-- Exercise directions --
An exact copy of every entry is what's needed, so please transcribe them all.

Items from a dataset

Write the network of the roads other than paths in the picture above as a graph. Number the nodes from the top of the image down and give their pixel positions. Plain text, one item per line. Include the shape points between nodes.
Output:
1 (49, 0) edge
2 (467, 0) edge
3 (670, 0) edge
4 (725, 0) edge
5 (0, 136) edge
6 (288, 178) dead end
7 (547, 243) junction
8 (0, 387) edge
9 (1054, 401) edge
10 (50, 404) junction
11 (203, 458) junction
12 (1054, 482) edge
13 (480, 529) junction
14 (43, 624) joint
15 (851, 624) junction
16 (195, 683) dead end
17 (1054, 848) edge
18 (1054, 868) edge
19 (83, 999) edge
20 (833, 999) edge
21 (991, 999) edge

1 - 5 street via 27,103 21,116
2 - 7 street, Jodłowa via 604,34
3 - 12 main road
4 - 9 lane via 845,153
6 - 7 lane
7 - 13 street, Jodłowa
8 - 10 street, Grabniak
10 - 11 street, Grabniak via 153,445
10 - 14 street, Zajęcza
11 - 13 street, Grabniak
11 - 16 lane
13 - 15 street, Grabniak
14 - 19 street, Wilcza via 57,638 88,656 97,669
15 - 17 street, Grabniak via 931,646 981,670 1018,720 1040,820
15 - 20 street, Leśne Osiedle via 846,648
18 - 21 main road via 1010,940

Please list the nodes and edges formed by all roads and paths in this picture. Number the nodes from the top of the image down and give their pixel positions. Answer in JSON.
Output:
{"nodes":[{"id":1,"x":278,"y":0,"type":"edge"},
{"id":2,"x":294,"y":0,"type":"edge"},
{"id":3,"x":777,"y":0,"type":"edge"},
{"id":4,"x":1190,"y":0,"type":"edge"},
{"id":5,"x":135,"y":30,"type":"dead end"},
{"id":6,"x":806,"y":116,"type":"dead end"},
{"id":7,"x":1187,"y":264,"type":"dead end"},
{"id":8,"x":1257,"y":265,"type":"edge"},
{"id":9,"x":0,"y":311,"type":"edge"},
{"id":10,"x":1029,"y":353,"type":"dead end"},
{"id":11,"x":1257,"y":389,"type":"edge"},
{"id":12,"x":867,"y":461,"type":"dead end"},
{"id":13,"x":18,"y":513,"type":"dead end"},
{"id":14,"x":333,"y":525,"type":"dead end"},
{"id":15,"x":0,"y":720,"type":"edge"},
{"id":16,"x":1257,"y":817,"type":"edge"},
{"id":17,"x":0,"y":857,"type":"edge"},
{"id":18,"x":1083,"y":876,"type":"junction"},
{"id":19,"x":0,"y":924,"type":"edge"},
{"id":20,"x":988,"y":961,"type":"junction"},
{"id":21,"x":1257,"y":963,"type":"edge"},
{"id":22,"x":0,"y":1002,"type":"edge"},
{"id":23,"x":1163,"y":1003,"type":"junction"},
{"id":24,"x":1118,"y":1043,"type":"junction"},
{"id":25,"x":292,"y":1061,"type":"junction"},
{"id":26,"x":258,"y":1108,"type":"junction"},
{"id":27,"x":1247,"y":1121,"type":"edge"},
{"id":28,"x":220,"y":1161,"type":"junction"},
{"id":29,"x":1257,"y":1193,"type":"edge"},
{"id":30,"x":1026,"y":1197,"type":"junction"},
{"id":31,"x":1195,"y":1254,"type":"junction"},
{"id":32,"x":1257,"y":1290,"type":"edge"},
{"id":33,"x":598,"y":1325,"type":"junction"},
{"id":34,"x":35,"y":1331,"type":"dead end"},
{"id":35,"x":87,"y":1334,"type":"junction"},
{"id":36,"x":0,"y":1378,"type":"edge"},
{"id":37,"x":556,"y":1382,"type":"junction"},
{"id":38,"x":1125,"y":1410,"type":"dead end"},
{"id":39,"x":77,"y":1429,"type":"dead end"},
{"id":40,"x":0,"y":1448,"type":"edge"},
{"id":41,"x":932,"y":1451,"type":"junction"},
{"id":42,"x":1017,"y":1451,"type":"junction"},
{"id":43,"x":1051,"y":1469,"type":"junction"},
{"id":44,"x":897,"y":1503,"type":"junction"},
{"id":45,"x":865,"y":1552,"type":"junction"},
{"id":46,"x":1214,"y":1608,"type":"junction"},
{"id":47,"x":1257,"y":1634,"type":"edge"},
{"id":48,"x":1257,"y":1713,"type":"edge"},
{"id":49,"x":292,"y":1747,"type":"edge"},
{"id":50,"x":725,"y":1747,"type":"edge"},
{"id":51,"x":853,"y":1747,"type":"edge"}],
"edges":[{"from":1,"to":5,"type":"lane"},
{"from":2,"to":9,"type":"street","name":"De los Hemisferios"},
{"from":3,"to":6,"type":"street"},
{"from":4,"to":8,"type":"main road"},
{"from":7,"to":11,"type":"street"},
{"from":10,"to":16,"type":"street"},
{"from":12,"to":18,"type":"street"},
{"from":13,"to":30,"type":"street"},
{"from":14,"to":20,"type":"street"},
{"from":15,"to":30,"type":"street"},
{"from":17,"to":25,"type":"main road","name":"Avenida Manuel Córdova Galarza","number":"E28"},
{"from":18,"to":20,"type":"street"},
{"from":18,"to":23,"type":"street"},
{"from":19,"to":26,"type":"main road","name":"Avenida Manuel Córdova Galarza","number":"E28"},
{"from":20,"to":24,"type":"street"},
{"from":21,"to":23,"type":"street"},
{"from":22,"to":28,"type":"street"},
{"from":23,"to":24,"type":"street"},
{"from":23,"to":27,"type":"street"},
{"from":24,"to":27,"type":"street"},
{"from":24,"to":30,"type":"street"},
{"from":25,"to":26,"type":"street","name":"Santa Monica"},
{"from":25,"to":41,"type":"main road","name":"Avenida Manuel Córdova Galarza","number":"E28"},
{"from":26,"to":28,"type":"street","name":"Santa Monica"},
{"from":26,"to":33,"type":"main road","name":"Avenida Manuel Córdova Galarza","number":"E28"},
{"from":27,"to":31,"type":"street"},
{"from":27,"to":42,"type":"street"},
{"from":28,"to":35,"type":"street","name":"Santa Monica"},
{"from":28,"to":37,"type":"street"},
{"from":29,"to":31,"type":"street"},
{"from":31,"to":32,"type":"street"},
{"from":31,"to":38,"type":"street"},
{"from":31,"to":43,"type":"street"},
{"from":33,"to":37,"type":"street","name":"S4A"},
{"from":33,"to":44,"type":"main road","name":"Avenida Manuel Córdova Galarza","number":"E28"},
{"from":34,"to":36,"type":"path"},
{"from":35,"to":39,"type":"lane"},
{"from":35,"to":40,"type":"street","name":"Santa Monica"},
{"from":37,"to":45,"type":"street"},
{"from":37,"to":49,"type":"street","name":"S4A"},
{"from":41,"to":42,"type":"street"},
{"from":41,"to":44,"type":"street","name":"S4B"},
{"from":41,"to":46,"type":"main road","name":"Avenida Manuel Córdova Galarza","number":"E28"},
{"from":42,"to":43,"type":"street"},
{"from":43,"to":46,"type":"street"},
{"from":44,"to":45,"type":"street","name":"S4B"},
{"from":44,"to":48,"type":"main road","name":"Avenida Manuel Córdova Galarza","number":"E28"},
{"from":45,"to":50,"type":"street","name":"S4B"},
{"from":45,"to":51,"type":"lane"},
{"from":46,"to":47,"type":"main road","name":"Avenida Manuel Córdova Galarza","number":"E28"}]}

-- Response to this exercise --
Write the network of the roads other than paths in the picture above as a graph. Number the nodes from the top of the image down and give their pixel positions. Plain text, one item per line. Include the shape points between nodes.
Output:
1 (49, 0) edge
2 (467, 0) edge
3 (670, 0) edge
4 (725, 0) edge
5 (0, 136) edge
6 (288, 178) dead end
7 (547, 243) junction
8 (0, 387) edge
9 (1054, 401) edge
10 (50, 404) junction
11 (203, 458) junction
12 (1054, 482) edge
13 (480, 529) junction
14 (43, 624) joint
15 (851, 624) junction
16 (195, 683) dead end
17 (1054, 848) edge
18 (1054, 868) edge
19 (83, 999) edge
20 (833, 999) edge
21 (991, 999) edge

1 - 5 street via 27,103 21,116
2 - 7 street, Jodłowa via 604,34
3 - 12 main road
4 - 9 lane via 845,153
6 - 7 lane
7 - 13 street, Jodłowa
8 - 10 street, Grabniak
10 - 11 street, Grabniak via 153,445
10 - 14 street, Zajęcza
11 - 13 street, Grabniak
11 - 16 lane
13 - 15 street, Grabniak
14 - 19 street, Wilcza via 57,638 88,656 97,669
15 - 17 street, Grabniak via 931,646 981,670 1018,720 1040,820
15 - 20 street, Leśne Osiedle via 846,648
18 - 21 main road via 1010,940

Please list the nodes and edges formed by all roads and paths in this picture. Number the nodes from the top of the image down and give their pixel positions. Answer in JSON.
Output:
{"nodes":[{"id":1,"x":278,"y":0,"type":"edge"},
{"id":2,"x":294,"y":0,"type":"edge"},
{"id":3,"x":777,"y":0,"type":"edge"},
{"id":4,"x":1190,"y":0,"type":"edge"},
{"id":5,"x":135,"y":30,"type":"dead end"},
{"id":6,"x":806,"y":116,"type":"dead end"},
{"id":7,"x":1187,"y":264,"type":"dead end"},
{"id":8,"x":1257,"y":265,"type":"edge"},
{"id":9,"x":0,"y":311,"type":"edge"},
{"id":10,"x":1029,"y":353,"type":"dead end"},
{"id":11,"x":1257,"y":389,"type":"edge"},
{"id":12,"x":867,"y":461,"type":"dead end"},
{"id":13,"x":18,"y":513,"type":"dead end"},
{"id":14,"x":333,"y":525,"type":"dead end"},
{"id":15,"x":0,"y":720,"type":"edge"},
{"id":16,"x":1257,"y":817,"type":"edge"},
{"id":17,"x":0,"y":857,"type":"edge"},
{"id":18,"x":1083,"y":876,"type":"junction"},
{"id":19,"x":0,"y":924,"type":"edge"},
{"id":20,"x":988,"y":961,"type":"junction"},
{"id":21,"x":1257,"y":963,"type":"edge"},
{"id":22,"x":0,"y":1002,"type":"edge"},
{"id":23,"x":1163,"y":1003,"type":"junction"},
{"id":24,"x":1118,"y":1043,"type":"junction"},
{"id":25,"x":292,"y":1061,"type":"junction"},
{"id":26,"x":258,"y":1108,"type":"junction"},
{"id":27,"x":1247,"y":1121,"type":"edge"},
{"id":28,"x":220,"y":1161,"type":"junction"},
{"id":29,"x":1257,"y":1193,"type":"edge"},
{"id":30,"x":1026,"y":1197,"type":"junction"},
{"id":31,"x":1195,"y":1254,"type":"junction"},
{"id":32,"x":1257,"y":1290,"type":"edge"},
{"id":33,"x":598,"y":1325,"type":"junction"},
{"id":34,"x":35,"y":1331,"type":"dead end"},
{"id":35,"x":87,"y":1334,"type":"junction"},
{"id":36,"x":0,"y":1378,"type":"edge"},
{"id":37,"x":556,"y":1382,"type":"junction"},
{"id":38,"x":1125,"y":1410,"type":"dead end"},
{"id":39,"x":77,"y":1429,"type":"dead end"},
{"id":40,"x":0,"y":1448,"type":"edge"},
{"id":41,"x":932,"y":1451,"type":"junction"},
{"id":42,"x":1017,"y":1451,"type":"junction"},
{"id":43,"x":1051,"y":1469,"type":"junction"},
{"id":44,"x":897,"y":1503,"type":"junction"},
{"id":45,"x":865,"y":1552,"type":"junction"},
{"id":46,"x":1214,"y":1608,"type":"junction"},
{"id":47,"x":1257,"y":1634,"type":"edge"},
{"id":48,"x":1257,"y":1713,"type":"edge"},
{"id":49,"x":292,"y":1747,"type":"edge"},
{"id":50,"x":725,"y":1747,"type":"edge"},
{"id":51,"x":853,"y":1747,"type":"edge"}],
"edges":[{"from":1,"to":5,"type":"lane"},
{"from":2,"to":9,"type":"street","name":"De los Hemisferios"},
{"from":3,"to":6,"type":"street"},
{"from":4,"to":8,"type":"main road"},
{"from":7,"to":11,"type":"street"},
{"from":10,"to":16,"type":"street"},
{"from":12,"to":18,"type":"street"},
{"from":13,"to":30,"type":"street"},
{"from":14,"to":20,"type":"street"},
{"from":15,"to":30,"type":"street"},
{"from":17,"to":25,"type":"main road","name":"Avenida Manuel Córdova Galarza","number":"E28"},
{"from":18,"to":20,"type":"street"},
{"from":18,"to":23,"type":"street"},
{"from":19,"to":26,"type":"main road","name":"Avenida Manuel Córdova Galarza","number":"E28"},
{"from":20,"to":24,"type":"street"},
{"from":21,"to":23,"type":"street"},
{"from":22,"to":28,"type":"street"},
{"from":23,"to":24,"type":"street"},
{"from":23,"to":27,"type":"street"},
{"from":24,"to":27,"type":"street"},
{"from":24,"to":30,"type":"street"},
{"from":25,"to":26,"type":"street","name":"Santa Monica"},
{"from":25,"to":41,"type":"main road","name":"Avenida Manuel Córdova Galarza","number":"E28"},
{"from":26,"to":28,"type":"street","name":"Santa Monica"},
{"from":26,"to":33,"type":"main road","name":"Avenida Manuel Córdova Galarza","number":"E28"},
{"from":27,"to":31,"type":"street"},
{"from":27,"to":42,"type":"street"},
{"from":28,"to":35,"type":"street","name":"Santa Monica"},
{"from":28,"to":37,"type":"street"},
{"from":29,"to":31,"type":"street"},
{"from":31,"to":32,"type":"street"},
{"from":31,"to":38,"type":"street"},
{"from":31,"to":43,"type":"street"},
{"from":33,"to":37,"type":"street","name":"S4A"},
{"from":33,"to":44,"type":"main road","name":"Avenida Manuel Córdova Galarza","number":"E28"},
{"from":34,"to":36,"type":"path"},
{"from":35,"to":39,"type":"lane"},
{"from":35,"to":40,"type":"street","name":"Santa Monica"},
{"from":37,"to":45,"type":"street"},
{"from":37,"to":49,"type":"street","name":"S4A"},
{"from":41,"to":42,"type":"street"},
{"from":41,"to":44,"type":"street","name":"S4B"},
{"from":41,"to":46,"type":"main road","name":"Avenida Manuel Córdova Galarza","number":"E28"},
{"from":42,"to":43,"type":"street"},
{"from":43,"to":46,"type":"street"},
{"from":44,"to":45,"type":"street","name":"S4B"},
{"from":44,"to":48,"type":"main road","name":"Avenida Manuel Córdova Galarza","number":"E28"},
{"from":45,"to":50,"type":"street","name":"S4B"},
{"from":45,"to":51,"type":"lane"},
{"from":46,"to":47,"type":"main road","name":"Avenida Manuel Córdova Galarza","number":"E28"}]}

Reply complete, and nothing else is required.